INSTRUCTIONS FOR THE TASK — Show, from the records below, all lines that contain the word "بهمن".

[Dataset entries]
====================

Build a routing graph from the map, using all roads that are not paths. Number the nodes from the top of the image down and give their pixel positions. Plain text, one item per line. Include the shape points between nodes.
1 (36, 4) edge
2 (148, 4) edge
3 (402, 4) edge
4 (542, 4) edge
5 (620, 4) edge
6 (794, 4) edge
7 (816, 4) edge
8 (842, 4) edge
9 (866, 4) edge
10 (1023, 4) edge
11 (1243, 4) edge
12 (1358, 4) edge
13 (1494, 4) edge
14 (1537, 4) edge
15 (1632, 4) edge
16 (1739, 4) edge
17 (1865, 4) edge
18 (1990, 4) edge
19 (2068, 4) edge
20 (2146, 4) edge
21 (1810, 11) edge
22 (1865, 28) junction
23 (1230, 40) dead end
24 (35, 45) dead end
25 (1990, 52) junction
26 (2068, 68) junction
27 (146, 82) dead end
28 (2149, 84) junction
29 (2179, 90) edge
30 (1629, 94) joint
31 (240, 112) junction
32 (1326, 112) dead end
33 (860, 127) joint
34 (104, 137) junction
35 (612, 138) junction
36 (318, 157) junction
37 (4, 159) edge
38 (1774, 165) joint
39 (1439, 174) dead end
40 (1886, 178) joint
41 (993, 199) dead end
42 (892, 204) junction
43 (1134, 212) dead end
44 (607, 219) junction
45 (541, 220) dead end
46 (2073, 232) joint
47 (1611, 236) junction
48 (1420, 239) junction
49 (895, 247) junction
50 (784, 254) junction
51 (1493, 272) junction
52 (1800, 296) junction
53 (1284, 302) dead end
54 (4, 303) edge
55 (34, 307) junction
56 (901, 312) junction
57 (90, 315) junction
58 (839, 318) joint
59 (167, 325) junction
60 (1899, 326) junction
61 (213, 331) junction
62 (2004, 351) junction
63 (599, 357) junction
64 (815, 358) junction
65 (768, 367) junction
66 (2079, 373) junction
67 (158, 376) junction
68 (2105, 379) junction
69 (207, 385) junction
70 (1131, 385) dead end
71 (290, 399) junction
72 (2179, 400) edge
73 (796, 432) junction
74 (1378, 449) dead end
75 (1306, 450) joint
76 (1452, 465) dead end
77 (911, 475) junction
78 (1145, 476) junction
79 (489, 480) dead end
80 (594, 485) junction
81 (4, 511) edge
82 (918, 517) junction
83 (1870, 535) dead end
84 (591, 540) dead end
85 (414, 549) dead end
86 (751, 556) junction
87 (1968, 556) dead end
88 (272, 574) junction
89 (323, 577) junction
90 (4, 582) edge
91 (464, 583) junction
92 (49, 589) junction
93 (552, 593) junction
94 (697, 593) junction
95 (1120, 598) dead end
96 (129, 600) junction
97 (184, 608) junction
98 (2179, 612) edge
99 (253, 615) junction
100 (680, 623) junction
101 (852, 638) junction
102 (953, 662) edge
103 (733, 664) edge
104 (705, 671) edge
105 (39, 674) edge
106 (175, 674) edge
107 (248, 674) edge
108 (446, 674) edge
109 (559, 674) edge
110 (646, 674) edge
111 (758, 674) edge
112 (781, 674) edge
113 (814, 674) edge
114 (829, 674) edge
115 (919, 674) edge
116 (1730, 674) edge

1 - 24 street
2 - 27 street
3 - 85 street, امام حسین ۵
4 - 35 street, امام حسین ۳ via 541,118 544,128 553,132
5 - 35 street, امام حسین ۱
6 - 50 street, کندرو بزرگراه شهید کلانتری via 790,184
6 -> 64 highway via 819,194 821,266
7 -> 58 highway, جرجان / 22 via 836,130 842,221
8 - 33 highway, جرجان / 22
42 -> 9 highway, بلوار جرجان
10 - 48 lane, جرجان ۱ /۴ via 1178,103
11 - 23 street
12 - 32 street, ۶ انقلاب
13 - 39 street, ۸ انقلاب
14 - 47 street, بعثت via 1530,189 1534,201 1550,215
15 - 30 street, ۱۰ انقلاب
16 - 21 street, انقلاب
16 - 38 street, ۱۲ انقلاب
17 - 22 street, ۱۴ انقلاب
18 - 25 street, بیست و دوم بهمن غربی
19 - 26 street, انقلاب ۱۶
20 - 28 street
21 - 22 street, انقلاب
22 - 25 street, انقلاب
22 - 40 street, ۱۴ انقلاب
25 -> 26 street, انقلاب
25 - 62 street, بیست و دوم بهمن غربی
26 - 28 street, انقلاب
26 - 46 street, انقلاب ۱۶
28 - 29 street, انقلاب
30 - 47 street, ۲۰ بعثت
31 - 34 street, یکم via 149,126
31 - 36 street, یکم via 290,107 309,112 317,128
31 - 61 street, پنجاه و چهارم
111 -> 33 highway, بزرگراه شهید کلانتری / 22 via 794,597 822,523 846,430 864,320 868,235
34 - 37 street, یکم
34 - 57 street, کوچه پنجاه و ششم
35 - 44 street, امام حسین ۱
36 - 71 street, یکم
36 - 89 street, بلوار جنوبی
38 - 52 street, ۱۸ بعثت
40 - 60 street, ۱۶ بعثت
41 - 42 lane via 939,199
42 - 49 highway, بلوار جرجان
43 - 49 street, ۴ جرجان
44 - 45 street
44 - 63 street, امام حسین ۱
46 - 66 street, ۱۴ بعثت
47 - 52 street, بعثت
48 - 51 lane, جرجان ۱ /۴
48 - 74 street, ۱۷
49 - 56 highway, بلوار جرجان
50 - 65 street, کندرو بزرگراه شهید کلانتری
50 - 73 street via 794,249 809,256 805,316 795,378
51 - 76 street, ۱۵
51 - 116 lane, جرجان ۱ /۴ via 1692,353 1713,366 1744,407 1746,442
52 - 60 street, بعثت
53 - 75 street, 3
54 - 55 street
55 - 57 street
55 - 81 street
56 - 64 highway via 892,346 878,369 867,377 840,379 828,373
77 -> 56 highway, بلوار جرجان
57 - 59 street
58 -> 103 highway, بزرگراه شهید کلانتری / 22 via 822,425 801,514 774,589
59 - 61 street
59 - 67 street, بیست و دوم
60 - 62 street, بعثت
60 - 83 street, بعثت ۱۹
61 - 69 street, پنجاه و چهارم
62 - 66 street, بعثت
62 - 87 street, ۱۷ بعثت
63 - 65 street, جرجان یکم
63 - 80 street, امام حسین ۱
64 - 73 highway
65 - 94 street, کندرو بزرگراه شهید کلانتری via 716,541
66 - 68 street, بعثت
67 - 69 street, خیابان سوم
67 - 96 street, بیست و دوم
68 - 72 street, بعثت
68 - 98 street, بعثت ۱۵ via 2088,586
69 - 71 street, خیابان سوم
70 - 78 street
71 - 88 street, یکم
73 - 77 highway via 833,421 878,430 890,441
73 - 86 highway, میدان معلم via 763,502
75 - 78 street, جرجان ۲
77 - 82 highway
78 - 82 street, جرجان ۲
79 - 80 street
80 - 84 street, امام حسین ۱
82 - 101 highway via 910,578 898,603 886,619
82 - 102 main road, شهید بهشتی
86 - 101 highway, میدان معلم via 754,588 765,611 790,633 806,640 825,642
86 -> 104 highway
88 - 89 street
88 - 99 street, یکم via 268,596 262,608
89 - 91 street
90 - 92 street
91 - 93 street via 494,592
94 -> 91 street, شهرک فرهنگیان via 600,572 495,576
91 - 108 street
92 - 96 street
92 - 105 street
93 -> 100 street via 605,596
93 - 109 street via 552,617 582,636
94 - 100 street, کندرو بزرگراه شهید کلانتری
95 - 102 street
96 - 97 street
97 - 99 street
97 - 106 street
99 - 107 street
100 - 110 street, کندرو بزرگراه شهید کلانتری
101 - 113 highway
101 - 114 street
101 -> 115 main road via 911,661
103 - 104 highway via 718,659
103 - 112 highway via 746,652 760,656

====================

WRITTEN ANSWER —
18 - 25 street, بیست و دوم بهمن غربی
25 - 62 street, بیست و دوم بهمن غربی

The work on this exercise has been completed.